The folder contains a typed address by Thomas F. Pedrick, Chairman of the State House Commission, given upon the dedication of the Women's Rest Room in the State House. Additionally, two copies of the photograph at left are included in the folder. The photographs (circa 1918) are marked as having been taken at the dedication. The photographs and full text of the address can be viewed in the Special Collections Department, but two excerpts from the address are included below.
"When it became an assured fact that the Wings* were to be erected, I was in hopes that a suitable retiring room might be provided for the ladies employed here, and with that idea in view, I addressed a communication to the State House Building Commission in 1913, urging them to set apart the necessary space for that purpose. ... But owing partly, I presume, to the unavoidable change in the personnel of the Building Commission, and largely to the changes they had to make in plans to provide quarters for the continually growing business of the departments, the right kind of a room for this special need could not be provided."
"But since the declaration of war against Germany, every line of business has passed through a great change, and the working conditions in this building have likewise changed, owing to the great increase in the work. Massachusetts has ever been foremost in giving her all when the country needed her, and again she is in the forefront. Her young men, in large numbers, are serving in the American army across the seas, on the battle fields of Flanders, Picardy, the Marne, and in the Toul sector. Her civilians are all enlisted in the Home army for the protection of the health of her people, and the conservation of food and fuel, in order that we may back up the boys at the front. One of our patriotic duties, surely, is to see that the young women in industry and office work are properly cared for in case of sickness."
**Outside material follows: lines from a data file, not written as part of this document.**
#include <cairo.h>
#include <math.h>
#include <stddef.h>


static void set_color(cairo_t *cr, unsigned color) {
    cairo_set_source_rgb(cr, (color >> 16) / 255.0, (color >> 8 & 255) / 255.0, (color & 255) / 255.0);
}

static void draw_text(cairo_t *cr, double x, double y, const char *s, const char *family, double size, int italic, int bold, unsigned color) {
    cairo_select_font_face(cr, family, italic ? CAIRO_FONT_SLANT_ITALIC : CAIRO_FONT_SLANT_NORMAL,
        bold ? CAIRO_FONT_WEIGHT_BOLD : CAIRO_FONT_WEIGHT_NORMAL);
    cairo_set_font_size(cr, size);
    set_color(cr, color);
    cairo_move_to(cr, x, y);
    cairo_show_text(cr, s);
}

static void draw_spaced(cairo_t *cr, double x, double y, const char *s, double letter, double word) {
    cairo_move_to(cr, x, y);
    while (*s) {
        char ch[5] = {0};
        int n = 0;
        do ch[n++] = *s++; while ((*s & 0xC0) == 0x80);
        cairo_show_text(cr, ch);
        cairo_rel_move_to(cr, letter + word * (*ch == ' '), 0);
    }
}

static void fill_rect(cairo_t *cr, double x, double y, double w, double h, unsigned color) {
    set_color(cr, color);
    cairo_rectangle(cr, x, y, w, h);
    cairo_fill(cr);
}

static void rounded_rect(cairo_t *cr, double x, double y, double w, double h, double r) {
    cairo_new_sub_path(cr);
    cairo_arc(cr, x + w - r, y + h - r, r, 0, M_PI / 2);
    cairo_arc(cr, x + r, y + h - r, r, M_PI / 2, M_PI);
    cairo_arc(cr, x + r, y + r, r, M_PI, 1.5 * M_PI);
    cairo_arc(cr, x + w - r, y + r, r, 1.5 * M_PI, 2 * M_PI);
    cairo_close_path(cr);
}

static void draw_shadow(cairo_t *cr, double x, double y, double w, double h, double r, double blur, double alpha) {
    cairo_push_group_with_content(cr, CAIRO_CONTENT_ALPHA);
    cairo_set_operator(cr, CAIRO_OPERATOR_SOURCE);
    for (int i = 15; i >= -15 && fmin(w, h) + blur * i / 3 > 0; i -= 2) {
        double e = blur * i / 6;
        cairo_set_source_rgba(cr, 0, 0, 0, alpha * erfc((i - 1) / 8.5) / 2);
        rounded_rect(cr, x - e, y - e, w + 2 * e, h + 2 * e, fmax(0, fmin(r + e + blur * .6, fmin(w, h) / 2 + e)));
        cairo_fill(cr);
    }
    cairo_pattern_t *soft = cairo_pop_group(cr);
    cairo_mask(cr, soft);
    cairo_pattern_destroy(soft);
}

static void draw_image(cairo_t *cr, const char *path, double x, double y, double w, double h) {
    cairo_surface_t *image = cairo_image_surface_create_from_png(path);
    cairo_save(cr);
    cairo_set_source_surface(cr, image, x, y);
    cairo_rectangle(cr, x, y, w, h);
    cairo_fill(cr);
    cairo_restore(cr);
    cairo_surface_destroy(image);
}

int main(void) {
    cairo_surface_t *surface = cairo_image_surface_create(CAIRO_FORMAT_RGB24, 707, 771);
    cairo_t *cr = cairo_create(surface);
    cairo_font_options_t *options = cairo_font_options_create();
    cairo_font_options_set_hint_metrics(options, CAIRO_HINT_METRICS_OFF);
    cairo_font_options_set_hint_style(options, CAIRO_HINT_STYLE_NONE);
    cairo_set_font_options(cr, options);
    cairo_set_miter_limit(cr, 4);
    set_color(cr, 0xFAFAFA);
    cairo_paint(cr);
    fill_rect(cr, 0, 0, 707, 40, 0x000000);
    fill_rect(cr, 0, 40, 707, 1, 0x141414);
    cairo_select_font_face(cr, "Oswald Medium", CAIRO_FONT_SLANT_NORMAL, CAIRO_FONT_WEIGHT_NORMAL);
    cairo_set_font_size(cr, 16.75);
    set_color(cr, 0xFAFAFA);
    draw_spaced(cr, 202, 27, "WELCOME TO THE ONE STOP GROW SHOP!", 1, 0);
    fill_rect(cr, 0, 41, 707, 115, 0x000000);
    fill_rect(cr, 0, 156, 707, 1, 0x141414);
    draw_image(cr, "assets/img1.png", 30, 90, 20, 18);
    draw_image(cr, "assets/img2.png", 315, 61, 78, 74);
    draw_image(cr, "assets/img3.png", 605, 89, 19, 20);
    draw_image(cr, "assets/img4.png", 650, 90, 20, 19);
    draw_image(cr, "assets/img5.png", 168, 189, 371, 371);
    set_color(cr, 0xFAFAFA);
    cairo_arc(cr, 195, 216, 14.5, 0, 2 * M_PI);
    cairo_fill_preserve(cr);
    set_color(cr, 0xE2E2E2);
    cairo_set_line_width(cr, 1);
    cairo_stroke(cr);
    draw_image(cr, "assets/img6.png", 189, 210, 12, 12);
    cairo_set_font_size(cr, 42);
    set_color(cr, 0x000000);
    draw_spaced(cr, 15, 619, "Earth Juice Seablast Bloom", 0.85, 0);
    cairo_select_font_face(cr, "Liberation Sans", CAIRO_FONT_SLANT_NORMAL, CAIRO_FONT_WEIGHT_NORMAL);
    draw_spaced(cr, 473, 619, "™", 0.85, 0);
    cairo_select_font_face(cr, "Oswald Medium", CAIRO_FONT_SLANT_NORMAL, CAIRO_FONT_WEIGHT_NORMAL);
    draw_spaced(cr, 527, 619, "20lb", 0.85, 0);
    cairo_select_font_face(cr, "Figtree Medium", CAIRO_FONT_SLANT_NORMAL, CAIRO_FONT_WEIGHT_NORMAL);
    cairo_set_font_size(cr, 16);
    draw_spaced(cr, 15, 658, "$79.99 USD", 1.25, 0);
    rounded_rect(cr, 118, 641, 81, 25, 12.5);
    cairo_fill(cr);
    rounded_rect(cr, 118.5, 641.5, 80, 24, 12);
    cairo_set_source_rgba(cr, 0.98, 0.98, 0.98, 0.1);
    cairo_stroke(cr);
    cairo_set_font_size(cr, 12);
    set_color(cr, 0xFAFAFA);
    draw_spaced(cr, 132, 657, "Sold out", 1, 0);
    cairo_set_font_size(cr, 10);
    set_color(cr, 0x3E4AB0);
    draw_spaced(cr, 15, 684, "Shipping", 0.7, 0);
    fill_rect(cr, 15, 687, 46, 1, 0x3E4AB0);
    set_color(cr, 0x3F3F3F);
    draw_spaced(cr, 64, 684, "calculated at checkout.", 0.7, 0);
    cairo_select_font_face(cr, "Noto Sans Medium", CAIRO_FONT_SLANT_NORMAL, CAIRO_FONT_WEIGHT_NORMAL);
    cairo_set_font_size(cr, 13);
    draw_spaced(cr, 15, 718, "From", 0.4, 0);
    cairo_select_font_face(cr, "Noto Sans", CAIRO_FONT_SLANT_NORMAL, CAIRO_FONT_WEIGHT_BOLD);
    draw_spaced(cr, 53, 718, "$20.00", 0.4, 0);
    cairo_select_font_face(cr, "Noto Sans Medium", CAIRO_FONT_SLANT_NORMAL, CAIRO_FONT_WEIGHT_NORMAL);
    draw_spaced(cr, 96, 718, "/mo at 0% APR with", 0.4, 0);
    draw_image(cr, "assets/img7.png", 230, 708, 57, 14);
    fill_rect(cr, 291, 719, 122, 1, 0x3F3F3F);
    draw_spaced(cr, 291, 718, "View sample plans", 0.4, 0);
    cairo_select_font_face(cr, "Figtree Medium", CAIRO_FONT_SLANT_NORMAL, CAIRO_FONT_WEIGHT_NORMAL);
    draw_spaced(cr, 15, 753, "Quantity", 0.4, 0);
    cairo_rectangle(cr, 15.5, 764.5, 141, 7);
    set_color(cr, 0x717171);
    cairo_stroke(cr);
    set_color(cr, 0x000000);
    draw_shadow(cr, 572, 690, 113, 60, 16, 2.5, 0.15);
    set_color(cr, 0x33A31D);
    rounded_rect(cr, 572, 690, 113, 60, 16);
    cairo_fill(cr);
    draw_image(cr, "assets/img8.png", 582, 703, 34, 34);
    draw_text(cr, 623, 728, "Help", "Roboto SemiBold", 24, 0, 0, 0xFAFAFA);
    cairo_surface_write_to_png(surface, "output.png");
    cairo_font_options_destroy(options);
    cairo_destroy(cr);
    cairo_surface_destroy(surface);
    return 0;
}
With the men away at war, the influx of women to the workforce required concrete changes in the work place. And while I'm not sold on Pedrick's "women's rest room as patriotic duty" idea, the installation of such a space signaled that the times were definitely changing.
To make this item even more intersting, Pedrick's address was given in the presence of the then-Lieutenant Governor, Calvin Coolidge. Future President Coolidge can be seen in the above picture, front row, second from left.
- Lacy Crews, Preservation Librarian
* The East and West wings were erected between 1914 and 1917.